Endoscopic view of the upper airway showing extensive supraglottic edema, completely obscuring identification of normal laryngeal landmarks, and any visualization of the upper airway.


What Is the Historical Evolution of the Development and Acceptance of Surgical Tracheotomy?

Tracheotomy is one of the oldest surgical procedures in recorded history and often viewed historically as intimidating and inherently dangerous to perform. The Italian anatomist and surgeon Fabricius ab Aquapendente (1537–1619) stated, “The terrified surgeons of our times have not dared to exercise this surgery and I also have never performed it. Even the mention of this operation terrifies the surgeons; hence it is called the “scandal of surgery.”1 Tracheotomy was performed during the diphtheria epidemic in the early 19th century for cases of severe upper airway obstruction. In 1833, Armand Trousseau, a French internist, recounted his experiences with the procedure: “I have now performed the operation in more than 200 cases and I have the satisfaction of knowing that one fourth of these operations were successful.”2 Faint praise indeed!

Throughout the 19th and into the early 20th centuries, tracheotomy was employed only in extreme circumstances, in order to avoid total upper airway obstruction from infectious processes involving the larynx and upper trachea. The “modern” technique of tracheotomy was formally presented and described in detail by Chevalier Jackson3 in 1909. Among other pearls, Dr. Jackson emphasized precise surgical technique with adequate exposure, careful hemostasis, and the prevention of damage to the cricoid cartilage. He is generally credited with vastly decreasing the morbidity and mortality of the procedure as well as the long-term complication of subglottic stenosis.

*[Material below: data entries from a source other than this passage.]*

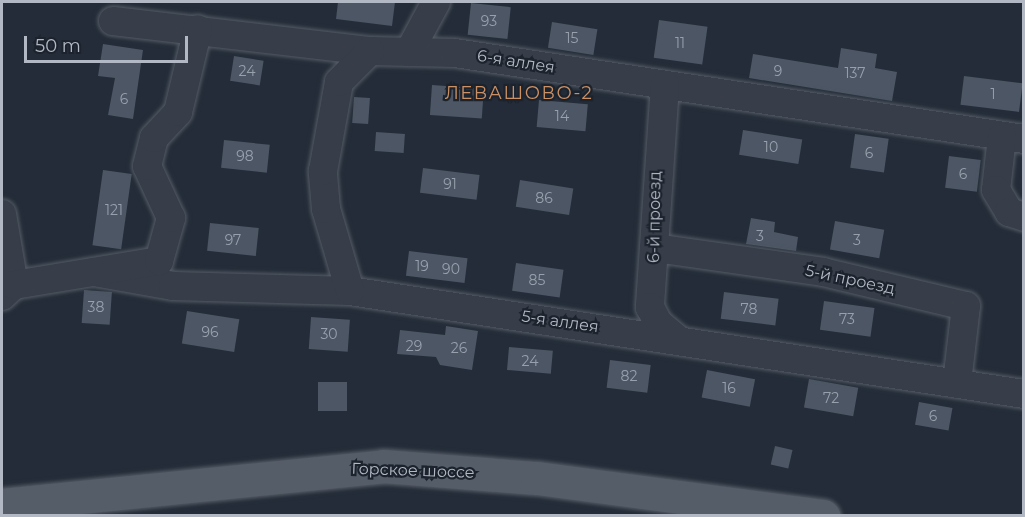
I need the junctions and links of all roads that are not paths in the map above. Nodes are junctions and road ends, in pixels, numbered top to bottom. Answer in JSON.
{"nodes":[{"id":1,"x":436,"y":2,"type":"edge"},
{"id":2,"x":113,"y":21,"type":"dead end"},
{"id":3,"x":198,"y":29,"type":"junction"},
{"id":4,"x":370,"y":51,"type":"junction"},
{"id":5,"x":409,"y":52,"type":"junction"},
{"id":6,"x":665,"y":85,"type":"junction"},
{"id":7,"x":1013,"y":138,"type":"edge"},
{"id":8,"x":2,"y":214,"type":"edge"},
{"id":9,"x":1023,"y":217,"type":"edge"},
{"id":10,"x":655,"y":248,"type":"junction"},
{"id":11,"x":94,"y":272,"type":"junction"},
{"id":12,"x":8,"y":290,"type":"edge"},
{"id":13,"x":350,"y":291,"type":"junction"},
{"id":14,"x":677,"y":339,"type":"junction"},
{"id":15,"x":957,"y":383,"type":"junction"},
{"id":16,"x":1023,"y":394,"type":"edge"},
{"id":17,"x":2,"y":505,"type":"edge"},
{"id":18,"x":46,"y":509,"type":"edge"},
{"id":19,"x":823,"y":516,"type":"edge"}],
"edges":[{"from":1,"to":5,"type":"street"},
{"from":2,"to":3,"type":"street","name":"6-я аллея"},
{"from":3,"to":4,"type":"street","name":"6-я аллея"},
{"from":3,"to":11,"type":"street"},
{"from":4,"to":5,"type":"street","name":"6-я аллея"},
{"from":4,"to":13,"type":"street"},
{"from":5,"to":6,"type":"street","name":"6-я аллея"},
{"from":6,"to":7,"type":"street","name":"6-я аллея"},
{"from":6,"to":10,"type":"street","name":"6-й проезд"},
{"from":7,"to":9,"type":"street"},
{"from":8,"to":12,"type":"street"},
{"from":10,"to":14,"type":"street","name":"6-й проезд"},
{"from":10,"to":15,"type":"street","name":"5-й проезд"},
{"from":11,"to":12,"type":"street"},
{"from":11,"to":13,"type":"street","name":"5-я аллея"},
{"from":13,"to":14,"type":"street","name":"5-я аллея"},
{"from":14,"to":15,"type":"street","name":"5-я аллея"},
{"from":15,"to":16,"type":"street","name":"5-я аллея"},
{"from":17,"to":18,"type":"main road","name":"Горское шоссе"},
{"from":18,"to":19,"type":"main road","name":"Горское шоссе"}]}
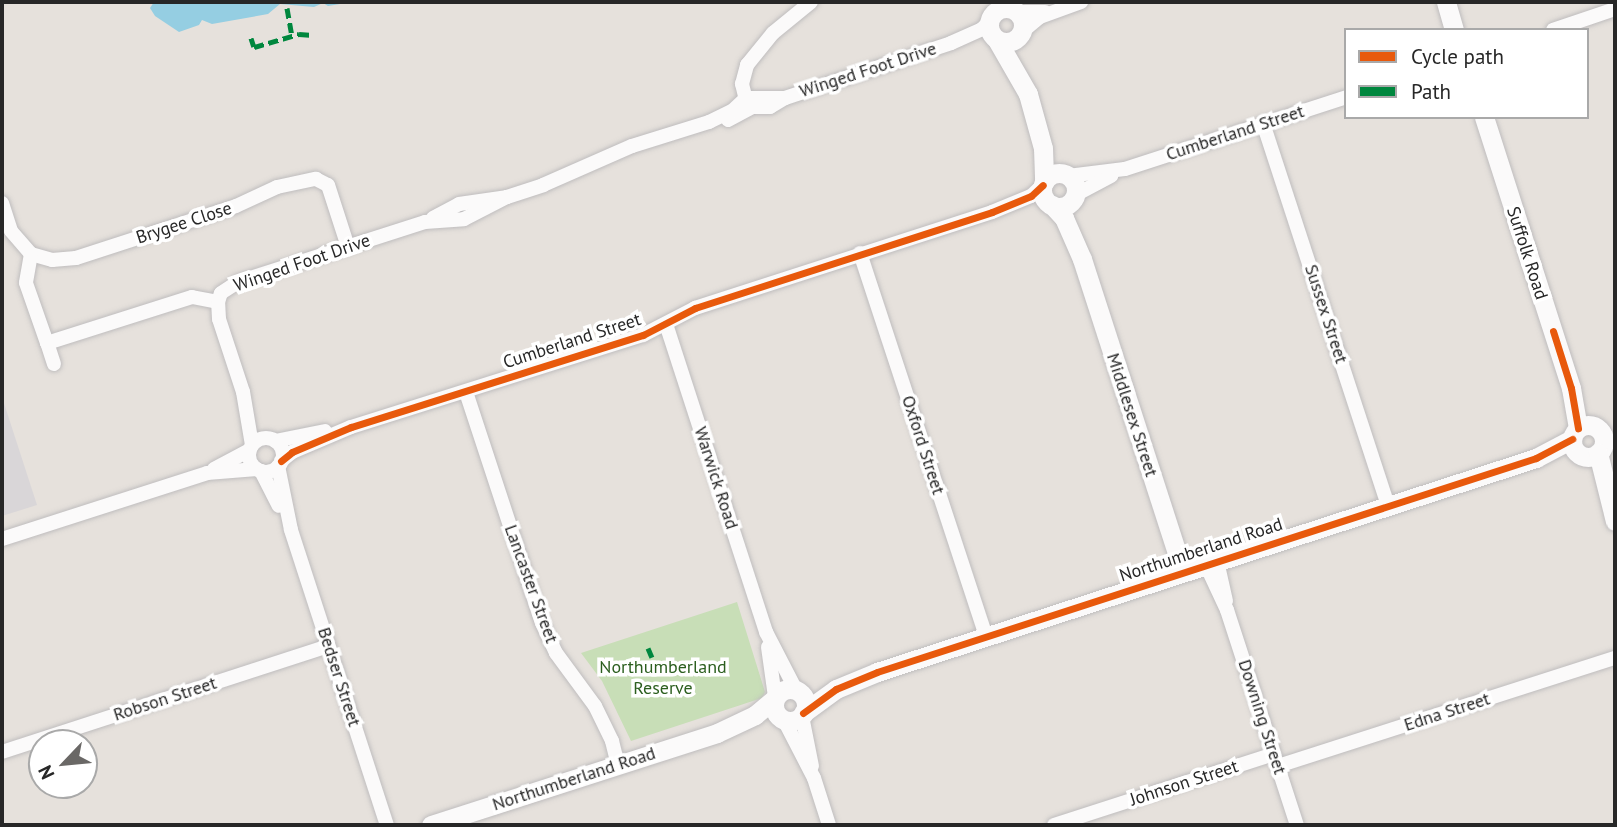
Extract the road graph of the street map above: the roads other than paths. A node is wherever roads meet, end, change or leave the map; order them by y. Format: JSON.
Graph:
{"nodes":[{"id":1,"x":811,"y":2,"type":"edge"},
{"id":2,"x":1081,"y":2,"type":"edge"},
{"id":3,"x":1446,"y":2,"type":"edge"},
{"id":4,"x":1012,"y":8,"type":"edge"},
{"id":5,"x":1615,"y":9,"type":"edge"},
{"id":6,"x":1053,"y":11,"type":"junction"},
{"id":7,"x":993,"y":24,"type":"edge"},
{"id":8,"x":1454,"y":27,"type":"edge"},
{"id":9,"x":1559,"y":28,"type":"edge"},
{"id":10,"x":1020,"y":34,"type":"junction"},
{"id":11,"x":1028,"y":94,"type":"junction"},
{"id":12,"x":1344,"y":98,"type":"edge"},
{"id":13,"x":747,"y":103,"type":"junction"},
{"id":14,"x":1485,"y":119,"type":"edge"},
{"id":15,"x":1263,"y":123,"type":"junction"},
{"id":16,"x":1038,"y":127,"type":"junction"},
{"id":17,"x":1125,"y":169,"type":"junction"},
{"id":18,"x":1065,"y":175,"type":"junction"},
{"id":19,"x":1043,"y":183,"type":"junction"},
{"id":20,"x":1073,"y":198,"type":"junction"},
{"id":21,"x":2,"y":203,"type":"edge"},
{"id":22,"x":1050,"y":205,"type":"junction"},
{"id":23,"x":992,"y":212,"type":"junction"},
{"id":24,"x":348,"y":247,"type":"junction"},
{"id":25,"x":860,"y":253,"type":"junction"},
{"id":26,"x":32,"y":254,"type":"junction"},
{"id":27,"x":1082,"y":259,"type":"junction"},
{"id":28,"x":218,"y":302,"type":"junction"},
{"id":29,"x":666,"y":324,"type":"junction"},
{"id":30,"x":47,"y":343,"type":"junction"},
{"id":31,"x":54,"y":364,"type":"dead end"},
{"id":32,"x":466,"y":391,"type":"junction"},
{"id":33,"x":243,"y":392,"type":"junction"},
{"id":34,"x":351,"y":427,"type":"junction"},
{"id":35,"x":272,"y":439,"type":"junction"},
{"id":36,"x":1594,"y":439,"type":"edge"},
{"id":37,"x":251,"y":448,"type":"junction"},
{"id":38,"x":280,"y":464,"type":"junction"},
{"id":39,"x":259,"y":470,"type":"junction"},
{"id":40,"x":207,"y":473,"type":"junction"},
{"id":41,"x":1388,"y":506,"type":"junction"},
{"id":42,"x":1615,"y":521,"type":"edge"},
{"id":43,"x":291,"y":530,"type":"junction"},
{"id":44,"x":2,"y":539,"type":"edge"},
{"id":45,"x":1212,"y":563,"type":"junction"},
{"id":46,"x":1183,"y":572,"type":"junction"},
{"id":47,"x":766,"y":632,"type":"junction"},
{"id":48,"x":986,"y":636,"type":"junction"},
{"id":49,"x":328,"y":646,"type":"junction"},
{"id":50,"x":1615,"y":658,"type":"edge"},
{"id":51,"x":877,"y":672,"type":"junction"},
{"id":52,"x":797,"y":691,"type":"junction"},
{"id":53,"x":775,"y":698,"type":"junction"},
{"id":54,"x":793,"y":717,"type":"junction"},
{"id":55,"x":717,"y":733,"type":"junction"},
{"id":56,"x":2,"y":752,"type":"edge"},
{"id":57,"x":1276,"y":760,"type":"junction"},
{"id":58,"x":618,"y":765,"type":"junction"},
{"id":59,"x":387,"y":825,"type":"edge"},
{"id":60,"x":431,"y":825,"type":"edge"},
{"id":61,"x":829,"y":825,"type":"edge"},
{"id":62,"x":1054,"y":825,"type":"edge"},
{"id":63,"x":1297,"y":825,"type":"edge"}],
"edges":[{"from":1,"to":13,"type":"street"},
{"from":2,"to":6,"type":"street"},
{"from":3,"to":8,"type":"street"},
{"from":4,"to":6,"type":"street"},
{"from":4,"to":7,"type":"street"},
{"from":4,"to":10,"type":"street"},
{"from":5,"to":9,"type":"street"},
{"from":6,"to":10,"type":"street"},
{"from":7,"to":10,"type":"street"},
{"from":7,"to":11,"type":"street"},
{"from":7,"to":13,"type":"street","name":"Winged Foot Drive"},
{"from":10,"to":11,"type":"street"},
{"from":11,"to":16,"type":"street"},
{"from":12,"to":15,"type":"street","name":"Cumberland Street"},
{"from":13,"to":24,"type":"street","name":"Winged Foot Drive"},
{"from":14,"to":36,"type":"street","name":"Suffolk Road"},
{"from":15,"to":17,"type":"street","name":"Cumberland Street"},
{"from":15,"to":41,"type":"street","name":"Sussex Street"},
{"from":16,"to":18,"type":"street"},
{"from":16,"to":19,"type":"street"},
{"from":17,"to":18,"type":"street","name":"Cumberland Street"},
{"from":17,"to":20,"type":"street","name":"Cumberland Street"},
{"from":18,"to":19,"type":"street"},
{"from":18,"to":20,"type":"street"},
{"from":19,"to":22,"type":"street"},
{"from":19,"to":23,"type":"street","name":"Cumberland Street"},
{"from":20,"to":22,"type":"street"},
{"from":20,"to":27,"type":"street","name":"Middlesex Street"},
{"from":21,"to":26,"type":"street"},
{"from":22,"to":23,"type":"street","name":"Cumberland Street"},
{"from":22,"to":27,"type":"street","name":"Middlesex Street"},
{"from":23,"to":25,"type":"street","name":"Cumberland Street"},
{"from":24,"to":26,"type":"street","name":"Brygee Close"},
{"from":24,"to":28,"type":"street","name":"Winged Foot Drive"},
{"from":25,"to":29,"type":"street","name":"Cumberland Street"},
{"from":25,"to":48,"type":"street","name":"Oxford Street"},
{"from":26,"to":30,"type":"street"},
{"from":27,"to":46,"type":"street","name":"Middlesex Street"},
{"from":28,"to":30,"type":"street","name":"Winged Foot Drive"},
{"from":28,"to":33,"type":"street"},
{"from":29,"to":32,"type":"street","name":"Cumberland Street"},
{"from":29,"to":47,"type":"street","name":"Warwick Road"},
{"from":30,"to":31,"type":"street"},
{"from":32,"to":34,"type":"street","name":"Cumberland Street"},
{"from":32,"to":58,"type":"street","name":"Lancaster Street"},
{"from":33,"to":35,"type":"street"},
{"from":33,"to":37,"type":"street"},
{"from":34,"to":35,"type":"street","name":"Cumberland Street"},
{"from":34,"to":38,"type":"street","name":"Cumberland Street"},
{"from":35,"to":37,"type":"street"},
{"from":35,"to":38,"type":"street"},
{"from":36,"to":41,"type":"street","name":"Northumberland Road"},
{"from":36,"to":42,"type":"street","name":"Suffolk Road"},
{"from":37,"to":39,"type":"street"},
{"from":37,"to":40,"type":"street"},
{"from":38,"to":39,"type":"street"},
{"from":38,"to":43,"type":"street","name":"Bedser Street"},
{"from":39,"to":40,"type":"street"},
{"from":39,"to":43,"type":"street","name":"Bedser Street"},
{"from":40,"to":44,"type":"street"},
{"from":41,"to":45,"type":"street","name":"Northumberland Road"},
{"from":43,"to":49,"type":"street","name":"Bedser Street"},
{"from":45,"to":46,"type":"street","name":"Northumberland Road"},
{"from":45,"to":57,"type":"street","name":"Downing Street"},
{"from":46,"to":48,"type":"street","name":"Northumberland Road"},
{"from":47,"to":52,"type":"street","name":"Warwick Road"},
{"from":47,"to":53,"type":"street","name":"Warwick Road"},
{"from":48,"to":51,"type":"street","name":"Northumberland Road"},
{"from":49,"to":56,"type":"street","name":"Robson Street"},
{"from":49,"to":59,"type":"street","name":"Bedser Street"},
{"from":50,"to":57,"type":"street","name":"Edna Street"},
{"from":51,"to":52,"type":"street","name":"Northumberland Road"},
{"from":51,"to":54,"type":"street","name":"Northumberland Road"},
{"from":52,"to":53,"type":"street"},
{"from":52,"to":54,"type":"street"},
{"from":53,"to":54,"type":"street"},
{"from":53,"to":55,"type":"street","name":"Northumberland Road"},
{"from":54,"to":55,"type":"street","name":"Northumberland Road"},
{"from":54,"to":61,"type":"street"},
{"from":55,"to":58,"type":"street","name":"Northumberland Road"},
{"from":57,"to":62,"type":"street","name":"Johnson Street"},
{"from":57,"to":63,"type":"street","name":"Downing Street"},
{"from":58,"to":60,"type":"street","name":"Northumberland Road"}]}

With the introduction of endotracheal intubation, positive pressure ventilation and ongoing advancements in intensive care leading to requirements for long-term ventilation, we have seen a significant shift in the indications for tracheotomy. Some two-thirds of all tracheotomies performed today are now done semi-electively for critically ill patients in an intensive care setting.

While a common procedure, tracheotomy can be one of the most straightforward ...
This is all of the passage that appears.